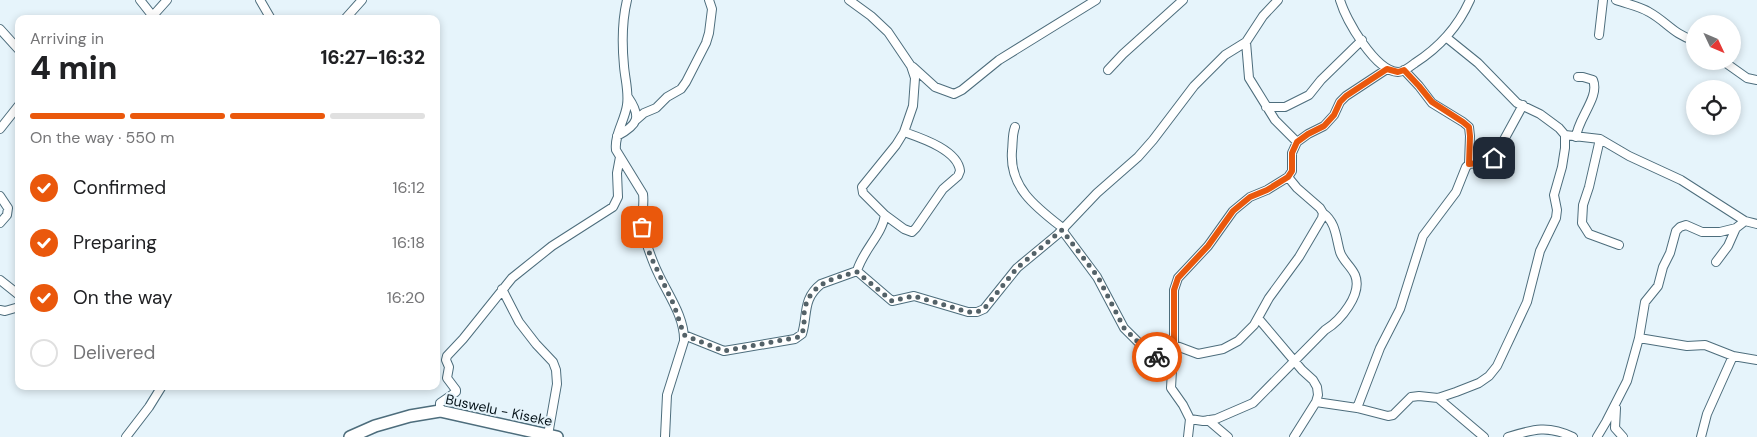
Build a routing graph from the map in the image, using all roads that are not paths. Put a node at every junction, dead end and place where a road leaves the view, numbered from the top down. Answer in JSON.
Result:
{"nodes":[{"id":1,"x":140,"y":0,"type":"edge"},
{"id":2,"x":167,"y":0,"type":"edge"},
{"id":3,"x":260,"y":0,"type":"edge"},
{"id":4,"x":362,"y":0,"type":"edge"},
{"id":5,"x":627,"y":0,"type":"edge"},
{"id":6,"x":709,"y":0,"type":"edge"},
{"id":7,"x":849,"y":0,"type":"edge"},
{"id":8,"x":1096,"y":0,"type":"edge"},
{"id":9,"x":1183,"y":0,"type":"edge"},
{"id":10,"x":1278,"y":0,"type":"edge"},
{"id":11,"x":1340,"y":0,"type":"edge"},
{"id":12,"x":1470,"y":0,"type":"edge"},
{"id":13,"x":1603,"y":0,"type":"edge"},
{"id":14,"x":1616,"y":0,"type":"edge"},
{"id":15,"x":151,"y":15,"type":"edge"},
{"id":16,"x":155,"y":15,"type":"edge"},
{"id":17,"x":269,"y":15,"type":"edge"},
{"id":18,"x":349,"y":15,"type":"edge"},
{"id":19,"x":0,"y":29,"type":"edge"},
{"id":20,"x":1599,"y":34,"type":"dead end"},
{"id":21,"x":1686,"y":37,"type":"edge"},
{"id":22,"x":1446,"y":38,"type":"junction"},
{"id":23,"x":1362,"y":40,"type":"junction"},
{"id":24,"x":1246,"y":42,"type":"junction"},
{"id":25,"x":15,"y":46,"type":"edge"},
{"id":26,"x":911,"y":66,"type":"junction"},
{"id":27,"x":1387,"y":69,"type":"junction"},
{"id":28,"x":1108,"y":70,"type":"dead end"},
{"id":29,"x":1404,"y":70,"type":"junction"},
{"id":30,"x":1735,"y":70,"type":"edge"},
{"id":31,"x":1578,"y":77,"type":"dead end"},
{"id":32,"x":1757,"y":80,"type":"edge"},
{"id":33,"x":628,"y":97,"type":"junction"},
{"id":34,"x":1523,"y":105,"type":"junction"},
{"id":35,"x":1266,"y":107,"type":"junction"},
{"id":36,"x":15,"y":112,"type":"edge"},
{"id":37,"x":636,"y":120,"type":"junction"},
{"id":38,"x":1015,"y":127,"type":"dead end"},
{"id":39,"x":0,"y":129,"type":"edge"},
{"id":40,"x":904,"y":132,"type":"junction"},
{"id":41,"x":617,"y":136,"type":"junction"},
{"id":42,"x":1565,"y":136,"type":"junction"},
{"id":43,"x":1576,"y":137,"type":"junction"},
{"id":44,"x":1600,"y":139,"type":"junction"},
{"id":45,"x":1297,"y":142,"type":"junction"},
{"id":46,"x":620,"y":157,"type":"junction"},
{"id":47,"x":1469,"y":164,"type":"junction"},
{"id":48,"x":1288,"y":177,"type":"junction"},
{"id":49,"x":0,"y":196,"type":"edge"},
{"id":50,"x":1323,"y":213,"type":"junction"},
{"id":51,"x":885,"y":215,"type":"junction"},
{"id":52,"x":1745,"y":221,"type":"junction"},
{"id":53,"x":0,"y":223,"type":"edge"},
{"id":54,"x":1757,"y":224,"type":"edge"},
{"id":55,"x":1736,"y":228,"type":"junction"},
{"id":56,"x":1063,"y":229,"type":"junction"},
{"id":57,"x":1619,"y":245,"type":"dead end"},
{"id":58,"x":1716,"y":262,"type":"dead end"},
{"id":59,"x":857,"y":272,"type":"junction"},
{"id":60,"x":0,"y":280,"type":"edge"},
{"id":61,"x":502,"y":289,"type":"junction"},
{"id":62,"x":15,"y":291,"type":"edge"},
{"id":63,"x":15,"y":308,"type":"edge"},
{"id":64,"x":0,"y":310,"type":"edge"},
{"id":65,"x":1258,"y":318,"type":"junction"},
{"id":66,"x":684,"y":335,"type":"junction"},
{"id":67,"x":1639,"y":338,"type":"junction"},
{"id":68,"x":1174,"y":345,"type":"junction"},
{"id":69,"x":1733,"y":356,"type":"junction"},
{"id":70,"x":1757,"y":360,"type":"edge"},
{"id":71,"x":1294,"y":361,"type":"junction"},
{"id":72,"x":1172,"y":370,"type":"junction"},
{"id":73,"x":160,"y":390,"type":"edge"},
{"id":74,"x":1438,"y":398,"type":"junction"},
{"id":75,"x":1316,"y":402,"type":"junction"},
{"id":76,"x":1616,"y":402,"type":"junction"},
{"id":77,"x":1357,"y":408,"type":"junction"},
{"id":78,"x":440,"y":411,"type":"junction"},
{"id":79,"x":1190,"y":419,"type":"junction"},
{"id":80,"x":1208,"y":420,"type":"junction"},
{"id":81,"x":546,"y":436,"type":"edge"},
{"id":82,"x":126,"y":437,"type":"edge"},
{"id":83,"x":350,"y":437,"type":"edge"},
{"id":84,"x":665,"y":437,"type":"edge"},
{"id":85,"x":1188,"y":437,"type":"edge"},
{"id":86,"x":1228,"y":437,"type":"edge"},
{"id":87,"x":1294,"y":437,"type":"edge"},
{"id":88,"x":1484,"y":437,"type":"edge"},
{"id":89,"x":1508,"y":437,"type":"edge"},
{"id":90,"x":1573,"y":437,"type":"edge"},
{"id":91,"x":1597,"y":437,"type":"edge"},
{"id":92,"x":1624,"y":437,"type":"edge"},
{"id":93,"x":1701,"y":437,"type":"edge"}],
"edges":[{"from":1,"to":15,"type":"street"},
{"from":2,"to":16,"type":"street"},
{"from":3,"to":17,"type":"street"},
{"from":4,"to":18,"type":"street"},
{"from":5,"to":33,"type":"street"},
{"from":6,"to":37,"type":"street"},
{"from":7,"to":26,"type":"street"},
{"from":8,"to":26,"type":"street"},
{"from":9,"to":28,"type":"street"},
{"from":10,"to":24,"type":"street"},
{"from":11,"to":23,"type":"street"},
{"from":12,"to":22,"type":"street"},
{"from":13,"to":20,"type":"street"},
{"from":14,"to":21,"type":"street"},
{"from":19,"to":25,"type":"street"},
{"from":22,"to":29,"type":"street"},
{"from":22,"to":34,"type":"street"},
{"from":23,"to":27,"type":"street"},
{"from":23,"to":35,"type":"street"},
{"from":24,"to":35,"type":"street"},
{"from":24,"to":56,"type":"street"},
{"from":26,"to":40,"type":"street"},
{"from":27,"to":29,"type":"street"},
{"from":27,"to":45,"type":"street"},
{"from":29,"to":47,"type":"street"},
{"from":30,"to":32,"type":"street"},
{"from":31,"to":43,"type":"street"},
{"from":33,"to":37,"type":"street"},
{"from":33,"to":41,"type":"street"},
{"from":34,"to":42,"type":"street"},
{"from":34,"to":47,"type":"street"},
{"from":35,"to":45,"type":"street"},
{"from":36,"to":39,"type":"street"},
{"from":37,"to":41,"type":"street"},
{"from":38,"to":56,"type":"street"},
{"from":40,"to":51,"type":"street"},
{"from":40,"to":51,"type":"street"},
{"from":41,"to":46,"type":"street"},
{"from":42,"to":43,"type":"street"},
{"from":42,"to":74,"type":"street"},
{"from":43,"to":44,"type":"street"},
{"from":44,"to":52,"type":"street"},
{"from":44,"to":57,"type":"street"},
{"from":45,"to":48,"type":"street"},
{"from":46,"to":61,"type":"street"},
{"from":46,"to":66,"type":"street"},
{"from":47,"to":77,"type":"street"},
{"from":48,"to":50,"type":"street"},
{"from":48,"to":68,"type":"street"},
{"from":49,"to":53,"type":"street"},
{"from":50,"to":65,"type":"street"},
{"from":50,"to":71,"type":"street"},
{"from":51,"to":59,"type":"street"},
{"from":52,"to":54,"type":"street"},
{"from":52,"to":55,"type":"street"},
{"from":55,"to":58,"type":"street"},
{"from":55,"to":67,"type":"street"},
{"from":56,"to":59,"type":"street"},
{"from":56,"to":72,"type":"street"},
{"from":59,"to":66,"type":"street"},
{"from":60,"to":62,"type":"street"},
{"from":61,"to":78,"type":"street"},
{"from":61,"to":81,"type":"street"},
{"from":63,"to":64,"type":"street"},
{"from":65,"to":68,"type":"street"},
{"from":65,"to":71,"type":"street"},
{"from":66,"to":84,"type":"street"},
{"from":67,"to":69,"type":"street"},
{"from":67,"to":76,"type":"street"},
{"from":68,"to":72,"type":"street"},
{"from":69,"to":70,"type":"street"},
{"from":69,"to":93,"type":"street"},
{"from":71,"to":75,"type":"street"},
{"from":71,"to":80,"type":"street"},
{"from":72,"to":79,"type":"street"},
{"from":73,"to":82,"type":"street"},
{"from":74,"to":77,"type":"street"},
{"from":74,"to":88,"type":"street"},
{"from":75,"to":77,"type":"street"},
{"from":75,"to":87,"type":"street"},
{"from":76,"to":91,"type":"street"},
{"from":76,"to":92,"type":"street"},
{"from":78,"to":81,"type":"main road","name":"Buswelu - Kiseke"},
{"from":78,"to":83,"type":"main road","name":"Buswelu - Kiseke"},
{"from":79,"to":80,"type":"street"},
{"from":79,"to":85,"type":"street"},
{"from":80,"to":86,"type":"street"},
{"from":89,"to":90,"type":"street"}]}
════════════════════
From the data above, work out how many lines hold "main". Answer with the number alone.

**Written reply:**
2